The merchant is using aggregated local data and Twitter to nab customers.
Bill Siwicki , Managing Editor, Mobile Commerce
Most Walgreens stores have stands near the front door with copies of the merchant’s print circulars. Many consumers like to check out the circulars to see what’s new and what’s on sale. Now, however, customers of Walgreen Co. can receive recommendations and sales offers on their mobile phones as soon as they enter the store and check in through any of the various mobile check-in services such as foursquare or Facebook Places, or if they post a relevant tweet while shopping.
Walgreens, No. 42 in the Internet Retailer Mobile Commerce Top 300, is using technology from LocalResponse to monitor its brand name and consumer activity and respond to consumers making mention of it or related concerns in the social realm. Walgreens uses the LocalResponse platform, hosted on the web, to set the content of mobile messages.
So, for example, if a consumer checks in via foursquare at a Walgreens store and then elects to share that check-in via foursquare’s integrated Twitter sharing function, foursquare automatically posts a tweet with a Walgreens mention. LocalResponse catches the reference by monitoring mentions on Twitter and other social networks through aggregated real-time data it buys from Gnip, a data provider. Then LocalResponse sends a tweet with that consumer’s Twitter name beginning with the @ symbol and the message designated by Walgreens. 60% of consumers who check in at a location make that check-in public by sharing it via social media, LocalResponse reports, citing Gnip data.
In her account settings, a Twitter user can elect to have a text message or e-mail sent to her immediately when her @ name is mentioned. So if she checks in and shares a tweet and LocalResponse then sends a tweet with her @ name, Twitter instantly send her an e-mail or text message, which she can view on her phone, alerting her to a Walgreens special related to her location or tweet content.

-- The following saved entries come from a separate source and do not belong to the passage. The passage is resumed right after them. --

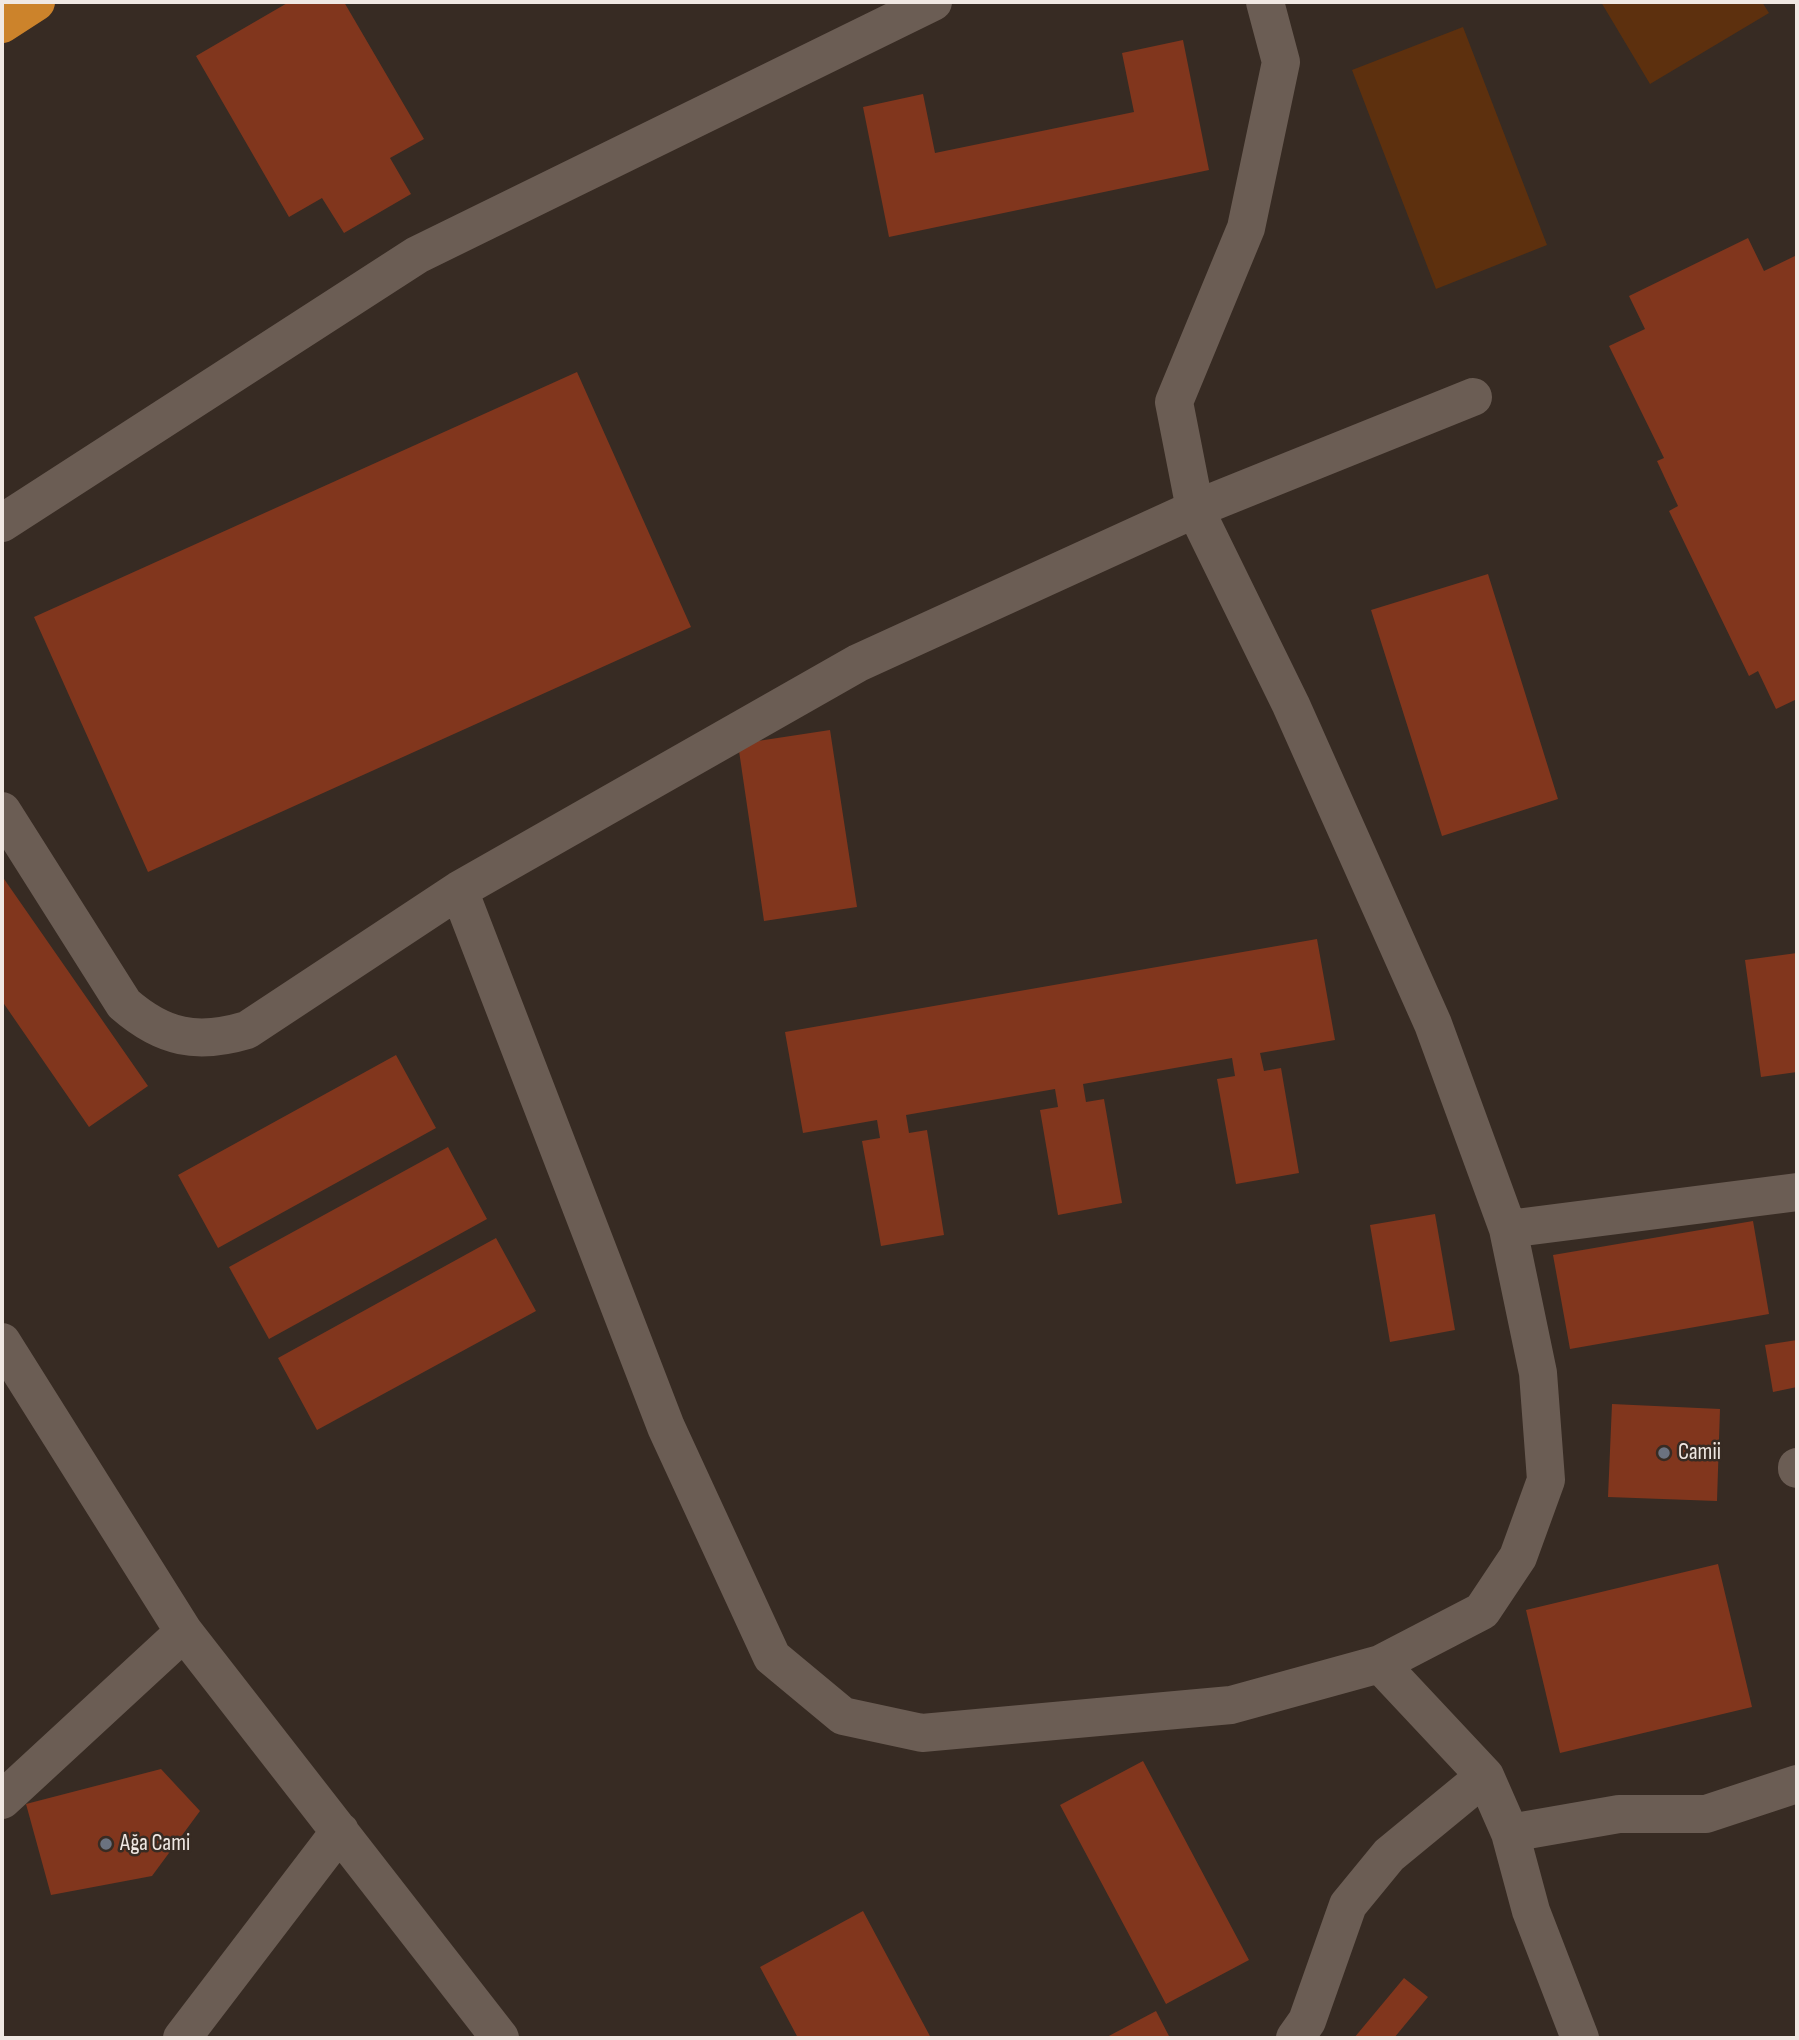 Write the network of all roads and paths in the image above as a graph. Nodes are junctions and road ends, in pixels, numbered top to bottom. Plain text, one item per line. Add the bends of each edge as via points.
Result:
1 (36, 2) edge
2 (933, 2) edge
3 (1265, 2) edge
4 (2, 23) edge
5 (1474, 397) dead end
6 (1195, 509) junction
7 (2, 523) edge
8 (2, 811) edge
9 (459, 890) junction
10 (1797, 1192) edge
11 (1508, 1229) junction
12 (2, 1342) edge
13 (184, 1632) junction
14 (1380, 1664) junction
15 (1485, 1776) junction
16 (1797, 1784) edge
17 (2, 1800) edge
18 (340, 1831) junction
19 (1510, 1833) junction
20 (182, 2038) edge
21 (500, 2038) edge
22 (1295, 2038) edge
23 (1580, 2038) edge

1 - 4 highway
2 - 7 street via 417,255
3 - 6 street via 1281,62 1246,229 1174,402
5 - 6 street
6 - 9 street via 858,663
6 - 11 street via 1291,705 1433,1024
8 - 9 street via 124,1004 162,1031 185,1037 206,1039 247,1030
9 - 14 street via 666,1427 772,1657 844,1716 922,1733 1231,1705
10 - 11 street
11 - 14 street via 1538,1373 1546,1479 1518,1558 1482,1611
12 - 13 street
13 - 17 street
13 - 18 street
14 - 15 street
15 - 19 street
15 - 22 street via 1389,1855 1348,1905 1307,2021
16 - 19 street via 1706,1814 1619,1814
18 - 20 street
18 - 21 street
19 - 23 street via 1531,1911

LocalResponse also can catch mentions on Twitter of words and key phrases, such as “I have a cold,” and send messages accordingly. The vendor calls this monitoring sentiment. Walgreens and Halls, the company known for its cough drops, recently ran a campaign targeting Walgreens shoppers and consumers talking about colds. Whenever a relevant message was detected, LocalResponse sent out one of a number of Halls-themed messages and coupons.
“We send a public reply to users who use check-in platforms and cross publish that check-in to Twitter. The responses are nearly instant,” says Adam Kmiec, Walgreens director of social media. “For the Halls initiative we tested between five and 10 messages. We’re looking at sentiment and receptiveness to the campaign, in addition to traditional metrics like reach, clicks and redemptions. We’re pleased with the current program and have seen a more than 90% positive sentiment from our customers and redemption rates that far exceed traditional coupon programs.”

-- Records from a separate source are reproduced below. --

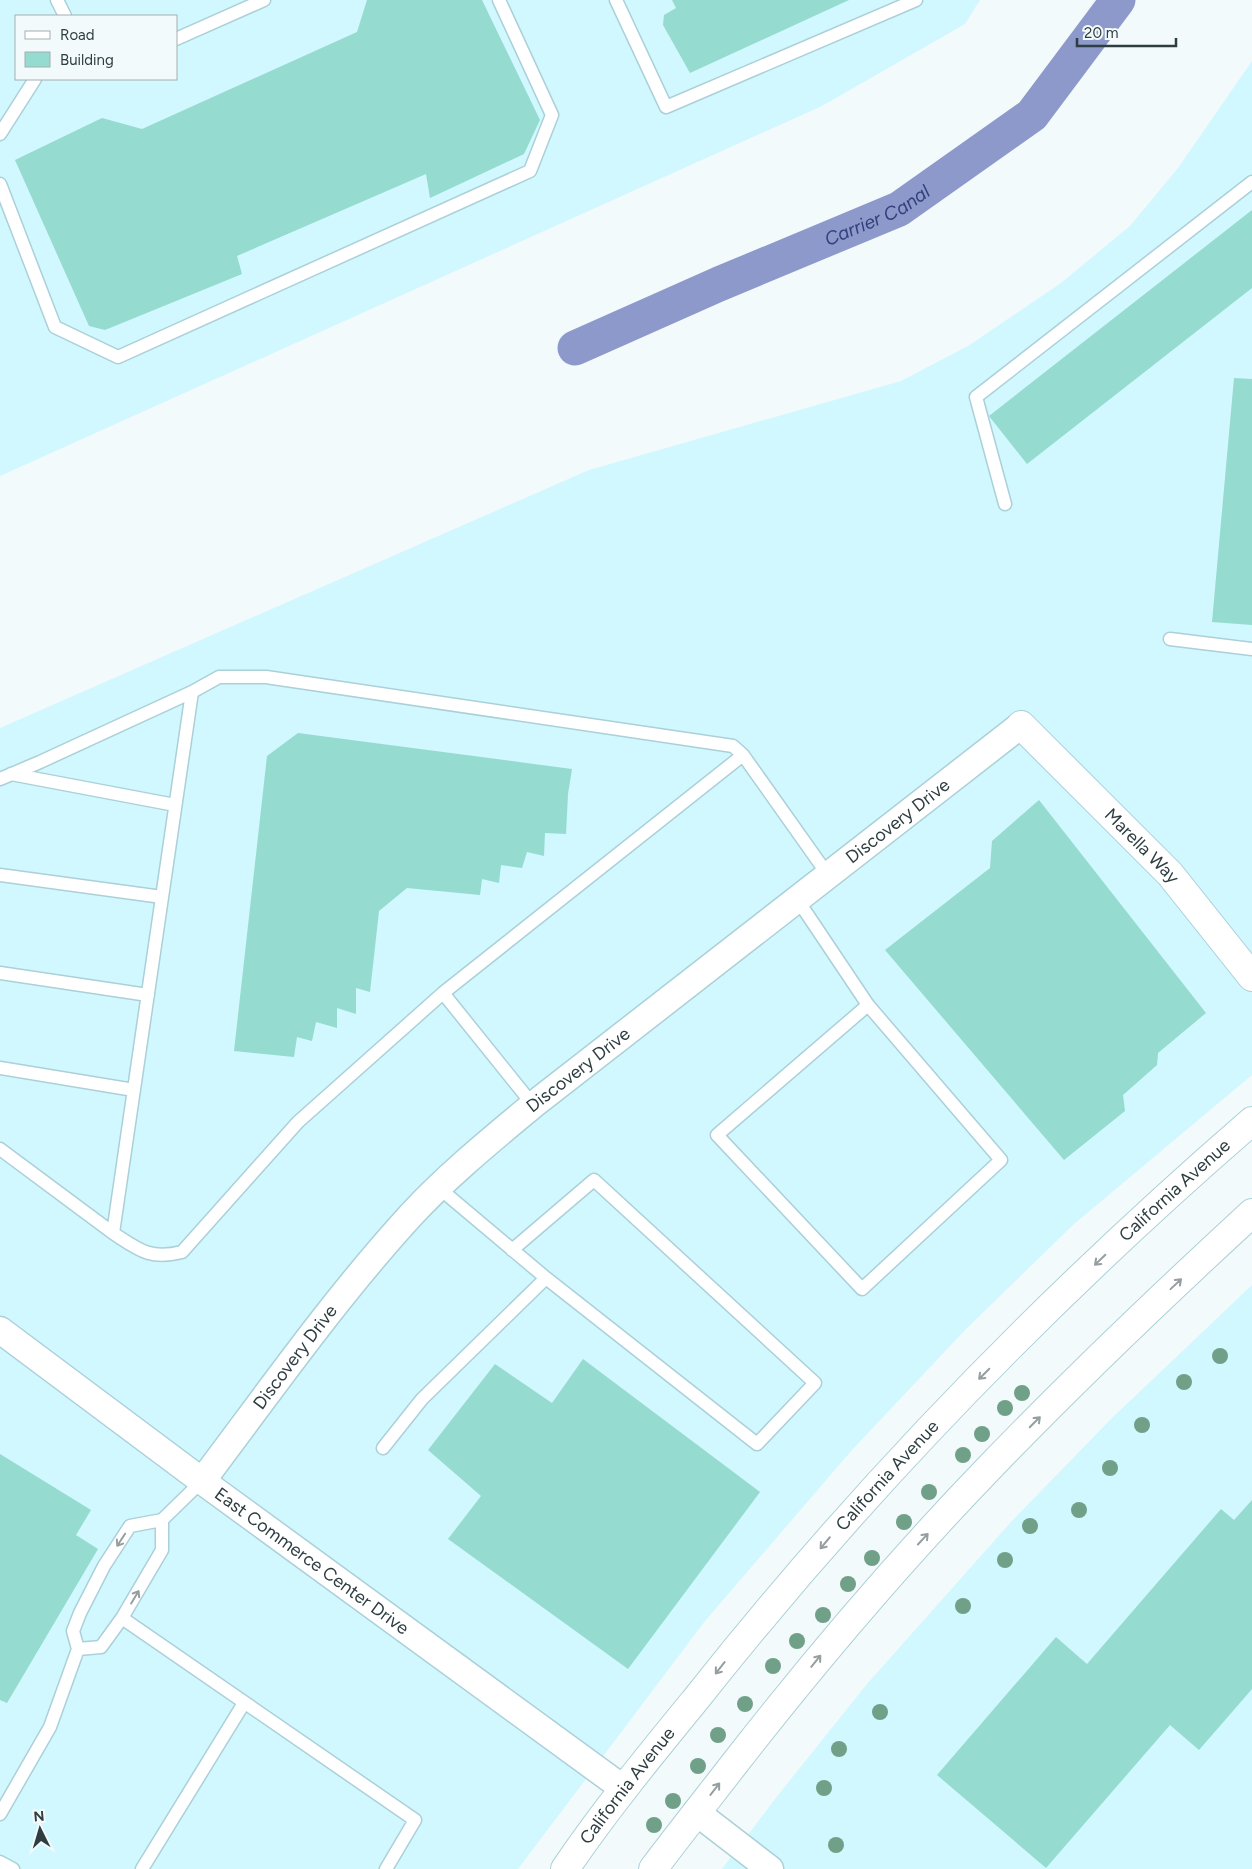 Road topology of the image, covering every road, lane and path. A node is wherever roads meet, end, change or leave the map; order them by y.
1 (57, 0) edge
2 (264, 0) edge
3 (499, 0) edge
4 (616, 0) edge
5 (916, 0) edge
6 (64, 15) edge
7 (178, 38) edge
8 (34, 80) edge
9 (0, 134) edge
10 (1252, 182) edge
11 (0, 184) edge
12 (1006, 504) dead end
13 (1170, 639) dead end
14 (1252, 649) edge
15 (192, 692) junction
16 (1021, 725) joint
17 (743, 755) junction
18 (6, 777) edge
19 (175, 805) junction
20 (0, 875) edge
21 (828, 875) junction
22 (162, 897) junction
23 (797, 899) junction
24 (0, 973) edge
25 (1252, 977) edge
26 (443, 993) junction
27 (148, 995) junction
28 (868, 1005) junction
29 (0, 1068) edge
30 (134, 1090) junction
31 (533, 1105) junction
32 (1252, 1121) edge
33 (0, 1150) edge
34 (439, 1188) junction
35 (1252, 1213) edge
36 (113, 1234) junction
37 (512, 1250) junction
38 (546, 1278) junction
39 (0, 1330) edge
40 (383, 1448) dead end
41 (202, 1481) junction
42 (162, 1520) junction
43 (122, 1618) junction
44 (78, 1649) junction
45 (244, 1703) junction
46 (624, 1790) junction
47 (696, 1812) junction
48 (0, 1814) edge
49 (0, 1862) edge
50 (657, 1868) edge
51 (13, 1869) edge
52 (142, 1869) edge
53 (386, 1869) edge
54 (565, 1869) edge
55 (770, 1869) edge

1 - 6 lane
2 - 7 lane
3 - 11 lane
4 - 5 lane
8 - 9 lane
10 - 12 lane
13 - 14 lane
15 - 17 lane
15 - 18 lane
15 - 19 lane
16 - 21 street, Discovery Drive
16 - 25 main road, Marella Way
17 - 21 lane
17 - 26 lane
18 - 19 lane
19 - 22 lane
20 - 22 lane
21 - 23 street, Discovery Drive
22 - 27 lane
23 - 28 lane
23 - 31 street, Discovery Drive
24 - 27 lane
26 - 31 lane
26 - 36 lane
27 - 30 lane
28 - 28 lane
29 - 30 lane
30 - 36 lane
31 - 34 street, Discovery Drive
32 -> 46 main road, California Avenue
33 - 36 lane
34 - 37 lane
34 - 41 street, Discovery Drive
47 -> 35 main road
37 - 38 lane
37 - 38 lane
38 - 40 lane
39 - 41 street, East Commerce Center Drive
41 - 42 lane
41 - 46 street, East Commerce Center Drive
43 -> 42 lane
42 -> 44 lane
43 - 44 lane
43 - 45 lane
44 - 48 lane
45 - 52 lane
45 - 53 lane
46 - 54 main road, California Avenue
47 - 50 main road
47 - 55 street
49 - 51 lane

On another mobile local front, LocalResponse has debuted technology that places mobile-optimized display ads on top of Twitter feeds in the Uber Twitter app when an Uber user mentions a retailer or makes a comment relevant to a retailer. So, for example, if a consumer mentions Macy’s or tweets “I really need a new pair of jeans,” and Macy’s has a jeans sale, LocalResponse will showcase a Macy’s display ad atop the feed in Uber. Local Response creates a mobile landing page for the display ad click that includes a marketing message or coupon. Walgreens is testing this system but declined to discuss its campaigns. The vendor plans to expand its reach through other apps.
“We’re constantly looking for social signals that can help us provide value to our customers,” Kmiec says. “Signals comes from tweets, Facebook wall posts, comments on message boards, blog posts and more. Check-ins are a strong signal, because these are people who are virtually voting with their check-in and telling us, ‘I’m here and I chose Walgreens.’ We believe that we owe it to these customers to surprise and delight them. This approach has helped us more than triple our monthly check-ins. Ultimately, each of our 8,000 store locations is a neighborhood community. We can provide better value to that community and our customers when they’re checking in.”